Yavaşça yere bıraktığı sırada Akay' ın, " Yok yok sinirli değilim oğlum. Sakin bir babayım ben." demesi ile kıkırdadı ve, " Tabi, tabi." derken cama doğru adımlarını atmaya başladı. Yine ağaçların ardında gizleniyor olmalıydı.
Yanındaki adam ' gitmemiz gerekiyor.' diyerek bulundukları yeri belli etmişti. Birnevi ele vermişti.
Camdan dışarı baktığında tahmin ettiği gibiydi. Ağacın ardına gizlediği bedeni birazda olsa gözüküyordu ve siyah takım elbise giydiği gözüken kısımdan belli oluyordu. Oldukça uzun boyluydu.
Diğer özelliklerini göremiyor olsada orada olduğunu bilmek içten içe mutluluk veriyordu.
" Orada gizlenmek yerine buraya gelmelisin. Merak etme seni içeri almamazlık etmem." dedi. Kendine şaşıyordu. Akay' la kırk yıllık evli gibi rahat konuşuyordu ve bu durumdan rahatsızlık duymuyordu.

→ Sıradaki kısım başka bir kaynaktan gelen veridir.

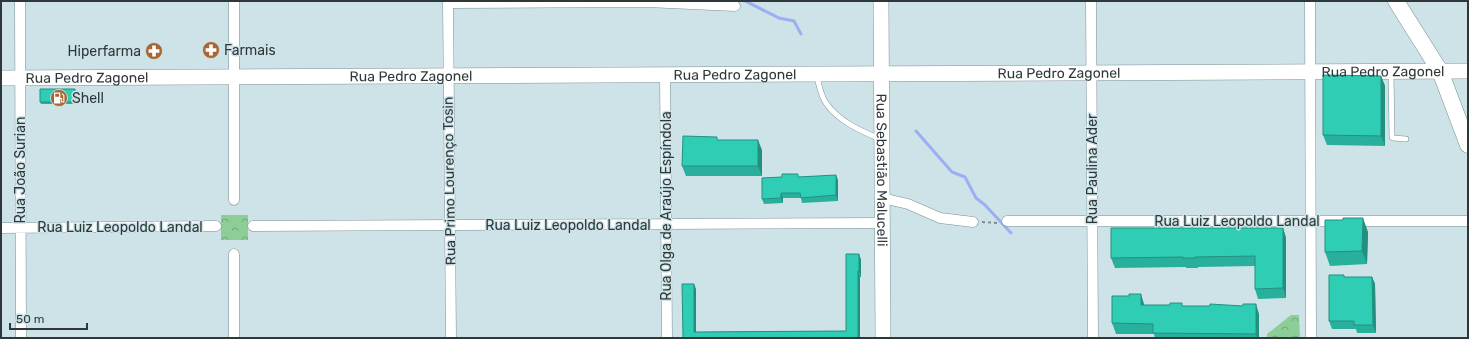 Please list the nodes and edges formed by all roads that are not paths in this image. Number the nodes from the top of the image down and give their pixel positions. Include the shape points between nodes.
1 (20, 1) edge
2 (234, 1) edge
3 (881, 1) edge
4 (1091, 1) edge
5 (1310, 1) edge
6 (1396, 1) edge
7 (448, 2) edge
8 (735, 6) dead end
9 (1440, 71) junction
10 (1468, 71) edge
11 (1310, 72) junction
12 (1391, 72) junction
13 (1091, 73) junction
14 (665, 74) junction
15 (816, 74) junction
16 (882, 74) junction
17 (448, 75) junction
18 (234, 76) junction
19 (20, 77) junction
20 (1, 78) edge
21 (1406, 139) dead end
22 (882, 140) junction
23 (1468, 144) edge
24 (882, 198) junction
25 (234, 200) dead end
26 (1092, 221) junction
27 (1311, 221) junction
28 (1468, 221) edge
29 (973, 222) road end
30 (1002, 222) road end
31 (882, 223) junction
32 (666, 224) junction
33 (450, 225) junction
34 (216, 226) dead end
35 (253, 226) dead end
36 (20, 227) junction
37 (1, 228) edge
38 (234, 254) dead end
39 (21, 338) edge
40 (234, 338) edge
41 (451, 338) edge
42 (667, 338) edge
43 (883, 338) edge
44 (1094, 338) edge
45 (1311, 338) edge

1 - 19 street, Rua João Surian
2 - 18 street
3 - 16 street, Rua Sebastião Malucelli
4 - 13 street, Rua Paulina Ader
5 - 11 street
6 - 9 main road
7 - 8 street via 647,2
7 - 17 street, Rua Primo Lourenço Tosin
9 - 10 street, Rua Pedro Zagonel
9 - 12 street, Rua Pedro Zagonel
9 - 23 main road
11 - 12 street, Rua Pedro Zagonel
11 - 13 street, Rua Pedro Zagonel
11 - 27 street
12 - 21 lane via 1392,136
13 - 16 street, Rua Pedro Zagonel
13 - 26 street, Rua Paulina Ader
14 - 15 street, Rua Pedro Zagonel
14 - 17 street, Rua Pedro Zagonel
14 - 32 street, Rua Olga de Araújo Espíndola
15 - 16 street, Rua Pedro Zagonel
15 - 22 lane via 826,103 840,119
16 - 22 street, Rua Sebastião Malucelli
17 - 18 street, Rua Pedro Zagonel
17 - 33 street, Rua Primo Lourenço Tosin
18 - 19 street, Rua Pedro Zagonel
18 - 25 street
19 - 20 street, Rua Pedro Zagonel
19 - 36 street, Rua João Surian
22 - 24 street, Rua Sebastião Malucelli
24 - 29 street via 908,204 940,218
24 - 31 street, Rua Sebastião Malucelli
26 - 27 street, Rua Luiz Leopoldo Landal
26 - 30 street, Rua Luiz Leopoldo Landal
26 - 44 street, Rua Paulina Ader
27 - 28 street, Rua Luiz Leopoldo Landal
27 - 45 street
31 - 32 street, Rua Luiz Leopoldo Landal
31 - 43 street, Rua Sebastião Malucelli
32 - 33 street, Rua Luiz Leopoldo Landal
32 - 42 street, Rua Olga de Araújo Espíndola
33 - 35 street, Rua Luiz Leopoldo Landal
33 - 41 street, Rua Primo Lourenço Tosin
34 - 36 street, Rua Luiz Leopoldo Landal
36 - 37 street, Rua Luiz Leopoldo Landal
36 - 39 street, Rua João Surian
38 - 40 street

Akay' ın, " Behrem ne olur dinleme cihazını bulsan dahi yok etme olur mu? Oğlumun sesinden mahrum kalmak istemiyorum." diyerek lafı değiştirmesi ile bir cevap vermedi. Onun yerine ağacın ardına gizlenen bedene dahada dikkat kesildi. Bir umut ağacın ardından çıkarak gideceği zaman yüzünü görmek için bekledi.
Hem dinleme cihazı konusunda ne yapacağına karar vermemişti. Akay' ı evladının sesini duymaktan mahrum bırakmak istemiyordu fakat içten içe tam tersini yaparsa iyi şeyler olacağını hissediyordu.
Akay' ın oğluyla arasındaki iletişimi tamamen keserse er yada geç dayanamayıp geleceğini düşünüyordu.
Sesini duyamayıp göremezse hasretinden deliye döneceğini, soluğu kendilerinin yanında alacağını hissediyordu.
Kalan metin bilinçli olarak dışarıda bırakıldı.